Long QT syndrome, Brugada syndrome, ARVC, and HCM.

Cardiac Sarcoidosis: if pacing is indicated, implant an ICD instead of a pacemaker because of the high risk of VT/VF and sudden death associated with diffuse myocardial involvement.

 

4. Cardiac Resynchronization Therapy (CRT)

​•​Goal: Improve LV synchrony and outcomes in systolic HF with electrical dyssynchrony.

​•​Device types: CRT-P (Pacemaker) or CRT-D (with Defibrillator).

 

Indications:

​•​Class I (Strong):

• LVEF ≤35%, QRS ≥150 ms, LBBB, NYHA II–IV.
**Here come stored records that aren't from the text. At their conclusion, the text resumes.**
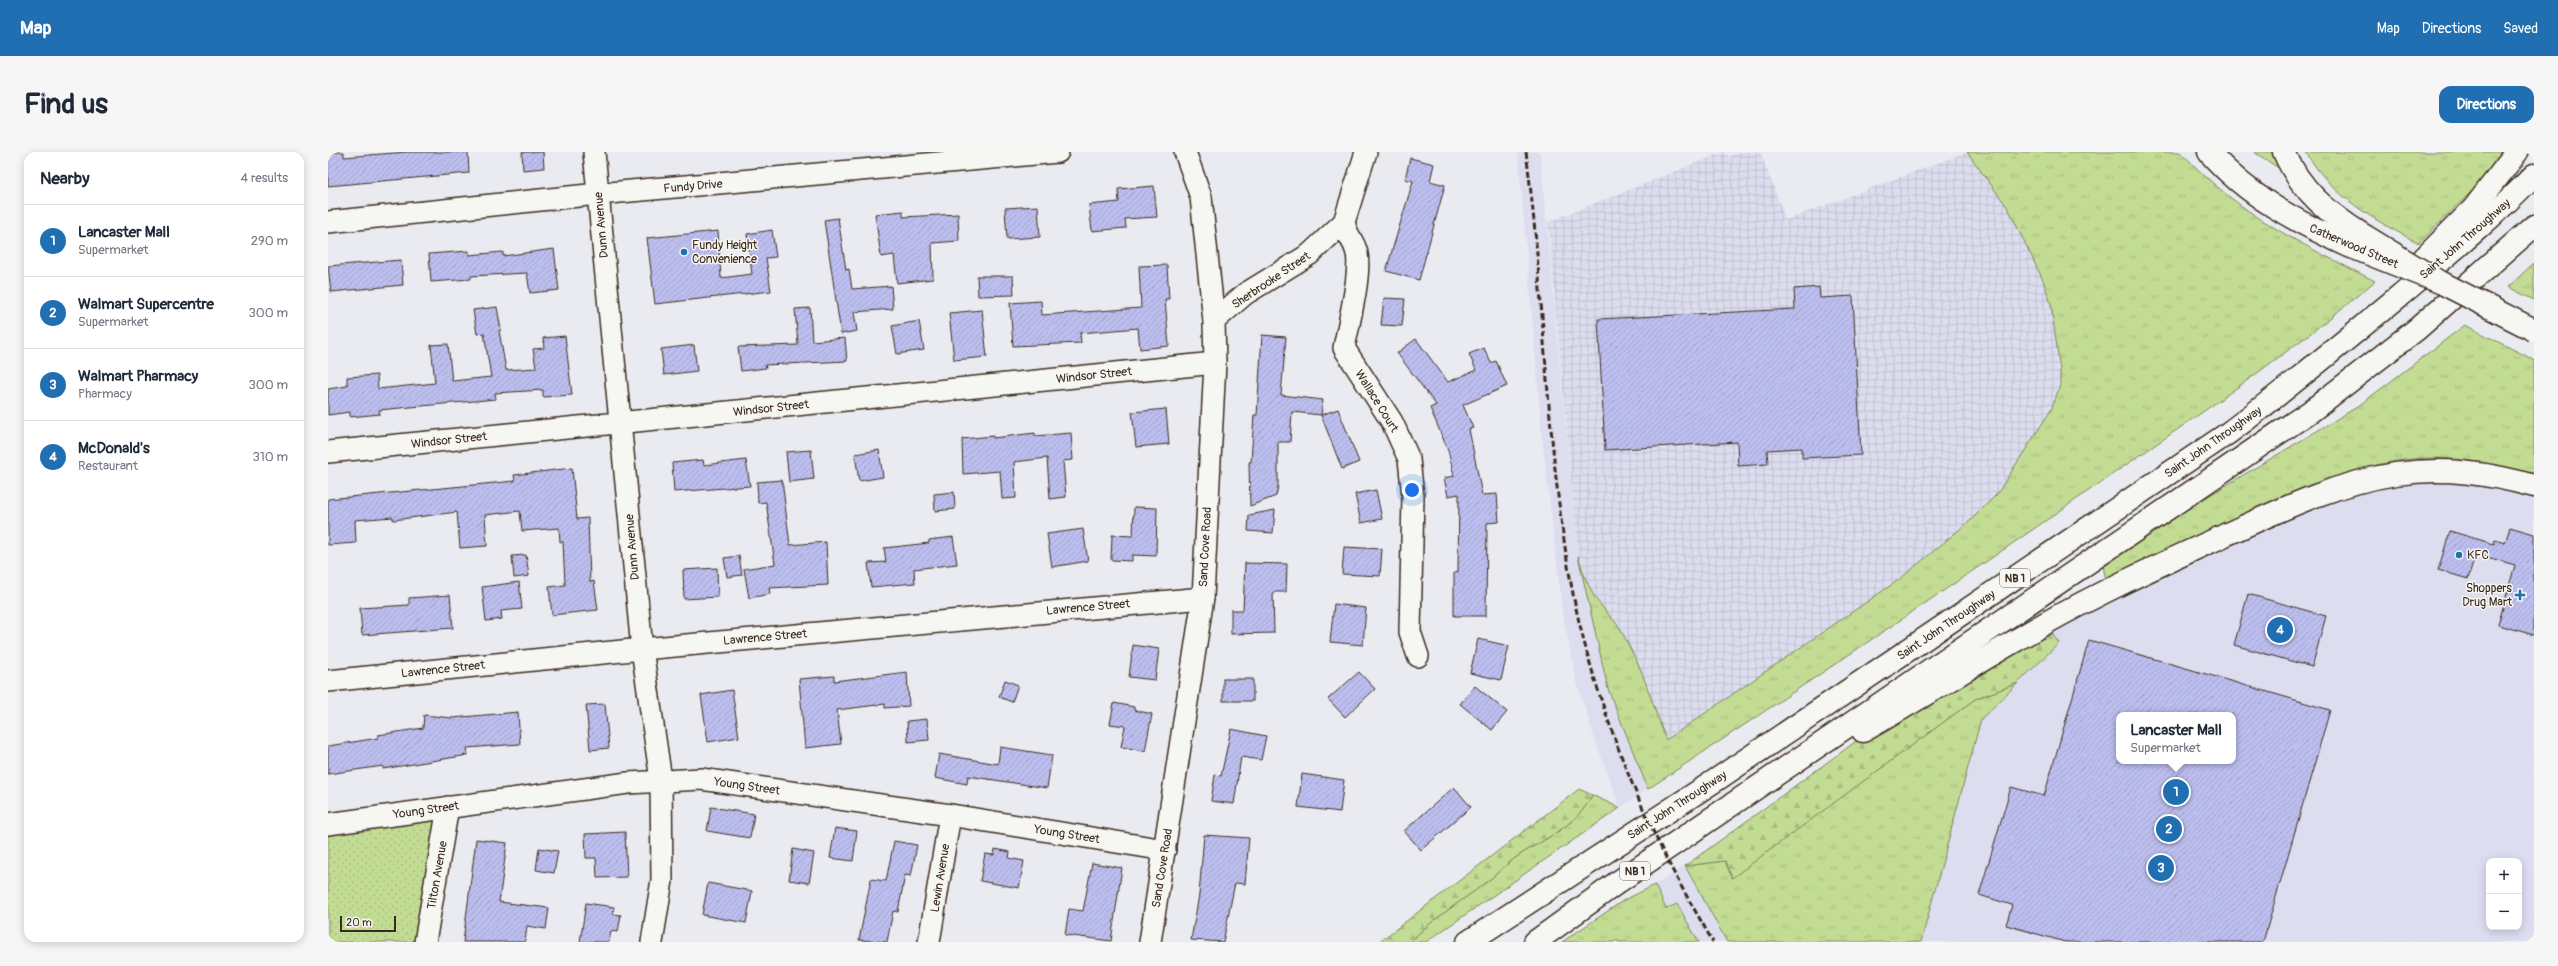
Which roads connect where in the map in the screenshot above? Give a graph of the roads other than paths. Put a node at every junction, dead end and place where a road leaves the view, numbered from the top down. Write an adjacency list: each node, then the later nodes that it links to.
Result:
1 (594, 152): 9 (street, Dunn Avenue)
2 (1058, 152): 9 (street, Fundy Drive)
3 (1185, 152): 15 (street, Sand Cove Road)
4 (1366, 152): 11 (street, Sherbrooke Street)
5 (2209, 152): 13 (main road, Catherwood Street)
6 (2284, 152): 13 (main road)
7 (2517, 152): 18 (main road)
8 (2534, 175): 18 (main road, Saint John Throughway / NB 1)
9 (598, 194): 10 (street, Fundy Drive); 20 (street, Dunn Avenue)
10 (328, 222)
11 (1344, 222): 15 (street, Sherbrooke Street); 25 (street, Wallace Court)
12 (2534, 226): 16 (main road, NB 1)
13 (2356, 240): 17 (main road, bridge)
14 (2534, 240): 16 (main road)
15 (1214, 321): 19 (street, Sand Cove Road)
16 (2418, 330): 28 (main road, NB 1)
17 (2534, 330)
18 (2334, 350): 37 (main road, Saint John Throughway / NB 1)
19 (1215, 363): 20 (street, Windsor Street); 23 (street, Sand Cove Road)
20 (620, 423): 21 (street, Windsor Street); 24 (street, Dunn Avenue)
21 (328, 452)
22 (2534, 486): 28 (main road)
23 (1203, 598): 24 (street, Lawrence Street); 32 (street, Sand Cove Road)
24 (642, 649): 26 (street, Lawrence Street); 27 (street, Dunn Avenue)
25 (1418, 656)
26 (328, 681)
27 (661, 780): 29 (street, Young Street); 30 (street, Young Street); 34 (street, Dunn Avenue)
28 (1737, 803): 38 (main road, NB 1)
29 (448, 807): 31 (street, Young Street); 33 (street, Tilton Avenue)
30 (950, 815): 32 (street, Young Street); 35 (street, Lewin Avenue)
31 (328, 824)
32 (1165, 850): 36 (street, Sand Cove Road)
33 (425, 942)
34 (652, 942)
35 (930, 942)
36 (1150, 942)
37 (1468, 942)
38 (1535, 942)

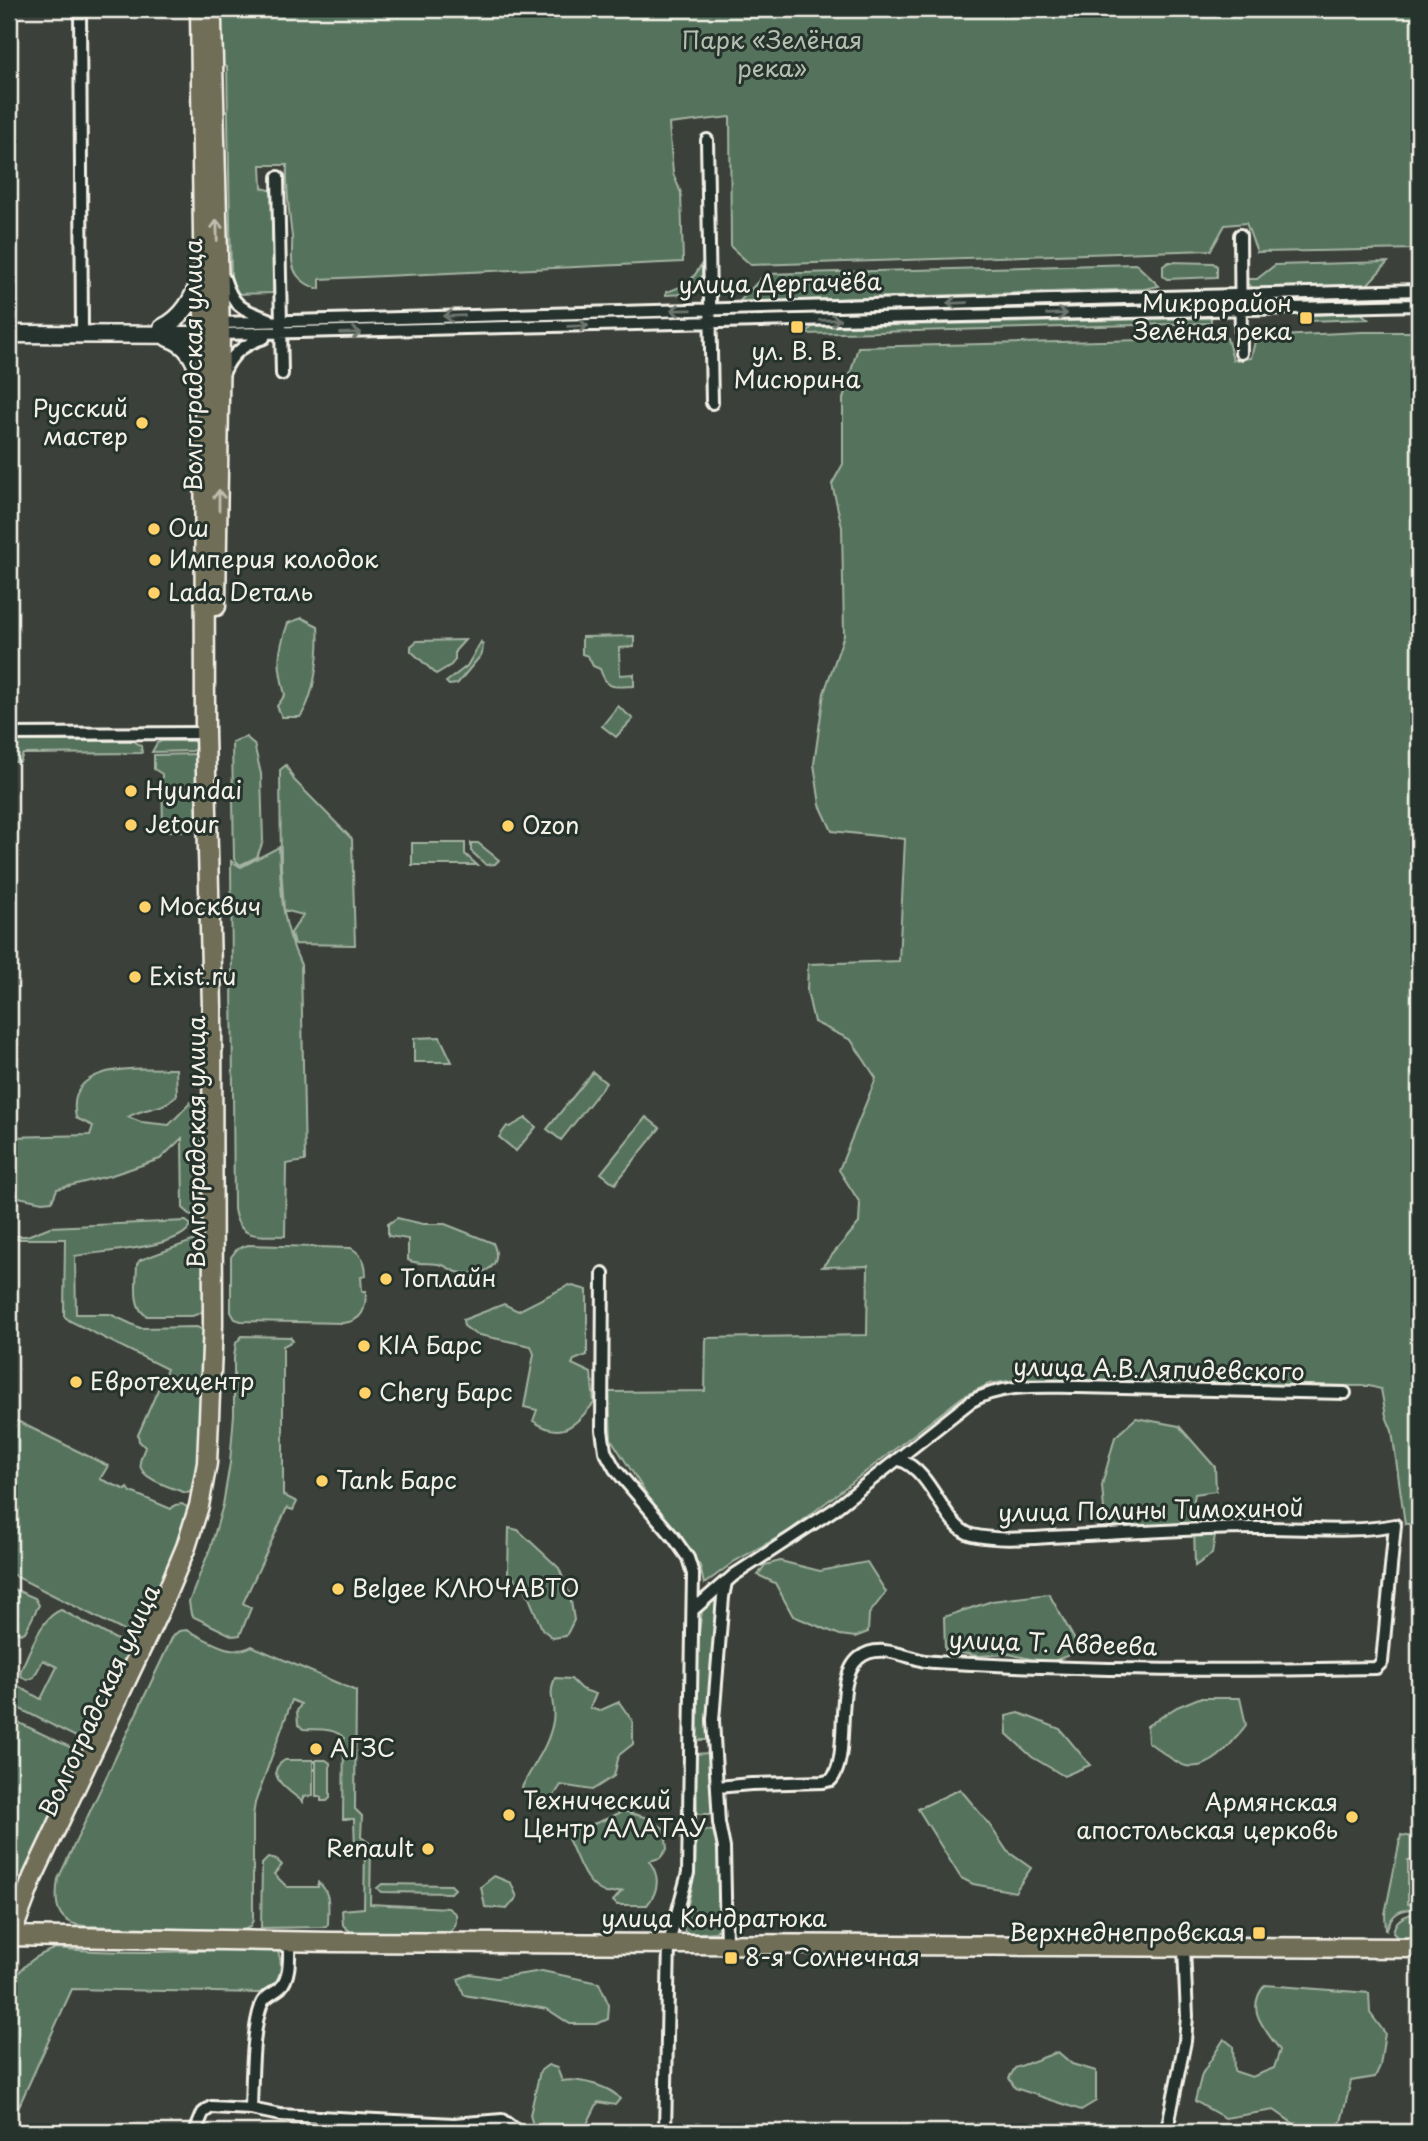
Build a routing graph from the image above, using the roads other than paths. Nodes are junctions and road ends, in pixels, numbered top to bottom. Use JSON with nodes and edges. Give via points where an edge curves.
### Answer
{"nodes":[{"id":1,"x":80,"y":9,"type":"edge"},
{"id":2,"x":200,"y":9,"type":"edge"},
{"id":3,"x":212,"y":9,"type":"edge"},
{"id":4,"x":707,"y":140,"type":"dead end"},
{"id":5,"x":278,"y":177,"type":"dead end"},
{"id":6,"x":1240,"y":235,"type":"dead end"},
{"id":7,"x":218,"y":260,"type":"junction"},
{"id":8,"x":203,"y":274,"type":"junction"},
{"id":9,"x":1419,"y":290,"type":"edge"},
{"id":10,"x":1241,"y":303,"type":"junction"},
{"id":11,"x":1419,"y":305,"type":"edge"},
{"id":12,"x":711,"y":309,"type":"junction"},
{"id":13,"x":278,"y":321,"type":"junction"},
{"id":14,"x":712,"y":324,"type":"junction"},
{"id":15,"x":212,"y":329,"type":"junction"},
{"id":16,"x":162,"y":332,"type":"junction"},
{"id":17,"x":82,"y":333,"type":"junction"},
{"id":18,"x":9,"y":334,"type":"edge"},
{"id":19,"x":279,"y":335,"type":"junction"},
{"id":20,"x":1241,"y":353,"type":"dead end"},
{"id":21,"x":282,"y":374,"type":"dead end"},
{"id":22,"x":211,"y":392,"type":"junction"},
{"id":23,"x":712,"y":403,"type":"dead end"},
{"id":24,"x":205,"y":733,"type":"junction"},
{"id":25,"x":9,"y":734,"type":"edge"},
{"id":26,"x":214,"y":890,"type":"junction"},
{"id":27,"x":603,"y":1273,"type":"dead end"},
{"id":28,"x":1345,"y":1393,"type":"dead end"},
{"id":29,"x":900,"y":1460,"type":"junction"},
{"id":30,"x":726,"y":1581,"type":"junction"},
{"id":31,"x":693,"y":1610,"type":"junction"},
{"id":32,"x":1376,"y":1668,"type":"joint"},
{"id":33,"x":717,"y":1787,"type":"junction"},
{"id":34,"x":9,"y":1937,"type":"edge"},
{"id":35,"x":289,"y":1941,"type":"junction"},
{"id":36,"x":669,"y":1943,"type":"junction"},
{"id":37,"x":726,"y":1943,"type":"junction"},
{"id":38,"x":1184,"y":1948,"type":"junction"},
{"id":39,"x":1419,"y":1948,"type":"edge"},
{"id":40,"x":251,"y":2109,"type":"junction"},
{"id":41,"x":195,"y":2132,"type":"edge"},
{"id":42,"x":518,"y":2132,"type":"edge"},
{"id":43,"x":665,"y":2132,"type":"edge"},
{"id":44,"x":1164,"y":2132,"type":"edge"}],
"edges":[{"from":1,"to":17,"type":"street"},
{"from":2,"to":8,"type":"main road","name":"Волгоградская улица"},
{"from":7,"to":3,"type":"main road","name":"Волгоградская улица","one_way":true},
{"from":4,"to":12,"type":"street"},
{"from":5,"to":13,"type":"street"},
{"from":6,"to":10,"type":"street"},
{"from":7,"to":13,"type":"street","via":[[234,303]]},
{"from":7,"to":15,"type":"main road","name":"Волгоградская улица"},
{"from":8,"to":15,"type":"main road","name":"Волгоградская улица"},
{"from":8,"to":16,"type":"street","via":[[186,310]]},
{"from":9,"to":10,"type":"street","name":"улица Дергачёва"},
{"from":10,"to":11,"type":"street","name":"улица Дергачёва"},
{"from":10,"to":12,"type":"street","name":"улица Дергачёва","one_way":true},
{"from":14,"to":10,"type":"street","name":"улица Дергачёва","one_way":true},
{"from":10,"to":20,"type":"street"},
{"from":12,"to":13,"type":"street","name":"улица Дергачёва","one_way":true},
{"from":12,"to":14,"type":"street"},
{"from":13,"to":15,"type":"street","name":"улица Дергачёва"},
{"from":13,"to":19,"type":"street"},
{"from":19,"to":14,"type":"street","name":"улица Дергачёва","one_way":true},
{"from":14,"to":23,"type":"street"},
{"from":15,"to":16,"type":"street","name":"улица Дергачёва"},
{"from":15,"to":19,"type":"street","name":"улица Дергачёва"},
{"from":15,"to":22,"type":"main road","name":"Волгоградская улица"},
{"from":16,"to":17,"type":"street","name":"улица Дергачёва"},
{"from":16,"to":22,"type":"street","via":[[189,351]]},
{"from":17,"to":18,"type":"street","name":"улица Дергачёва"},
{"from":19,"to":21,"type":"street"},
{"from":19,"to":22,"type":"street","via":[[240,349]]},
{"from":22,"to":24,"type":"main road","name":"Волгоградская улица"},
{"from":26,"to":22,"type":"main road","name":"Волгоградская улица","one_way":true},
{"from":24,"to":25,"type":"street"},
{"from":24,"to":26,"type":"main road","name":"Волгоградская улица"},
{"from":26,"to":34,"type":"main road","name":"Волгоградская улица","via":[[222,1338],[217,1465],[208,1511],[169,1613],[44,1882]]},
{"from":27,"to":31,"type":"street","via":[[605,1451],[688,1558]]},
{"from":28,"to":29,"type":"street","name":"улица А.В.Ляпидевского","via":[[1008,1388],[970,1402]]},
{"from":29,"to":30,"type":"street","name":"улица А.В.Ляпидевского"},
{"from":29,"to":32,"type":"street","name":"улица Полины Тимохиной","via":[[921,1474],[961,1530],[973,1535],[1015,1538],[1395,1525],[1384,1652]]},
{"from":30,"to":31,"type":"street","name":"улица А.В.Ляпидевского"},
{"from":30,"to":33,"type":"street","via":[[713,1720]]},
{"from":31,"to":36,"type":"street","via":[[688,1873]]},
{"from":32,"to":33,"type":"street","name":"улица Т. Авдеева","via":[[1044,1668],[870,1653],[858,1659],[851,1670],[838,1766],[831,1780]]},
{"from":33,"to":37,"type":"street","via":[[726,1874]]},
{"from":34,"to":35,"type":"main road","name":"улица Кондратюка"},
{"from":35,"to":36,"type":"main road","name":"улица Кондратюка"},
{"from":35,"to":40,"type":"street","via":[[282,1986],[261,2005]]},
{"from":36,"to":37,"type":"main road","name":"улица Кондратюка"},
{"from":36,"to":43,"type":"street"},
{"from":37,"to":38,"type":"main road","name":"улица Кондратюка"},
{"from":38,"to":39,"type":"main road","name":"улица Кондратюка"},
{"from":38,"to":44,"type":"street","via":[[1188,2016]]},
{"from":40,"to":41,"type":"street","via":[[211,2107],[203,2113]]},
{"from":40,"to":42,"type":"street","via":[[280,2115],[454,2124],[502,2120]]}]}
​•​Class IIa (Intermediate):

• LVEF ≤35%, QRS 130–149 ms, LBBB.

​•​Non-LBBB (Consider):

• LVEF ≤35%, QRS ≥150 ms, NYHA III–IV.

 

Special Scenarios:

​•​Frequent ventricular pacing >40%, LVEF <50% → CRT (BLOCK-HF trial).

 

5. Clinical Summary

​•​PPM: for bradyarrhythmia (SND, AV block, post-MI block).

​•​ICD: for SCD prevention (ischemic, non-ischemic, or inherited).

​•​CRT: for heart failure with wide QRS or high pacing burden.

​•​Sarcoidosis: if pacing required, always implant ICD.

​•​Jordanian protocols align fully with ACC/AHA/HRS/ESC standards to ensure evidence-based and unified national practice.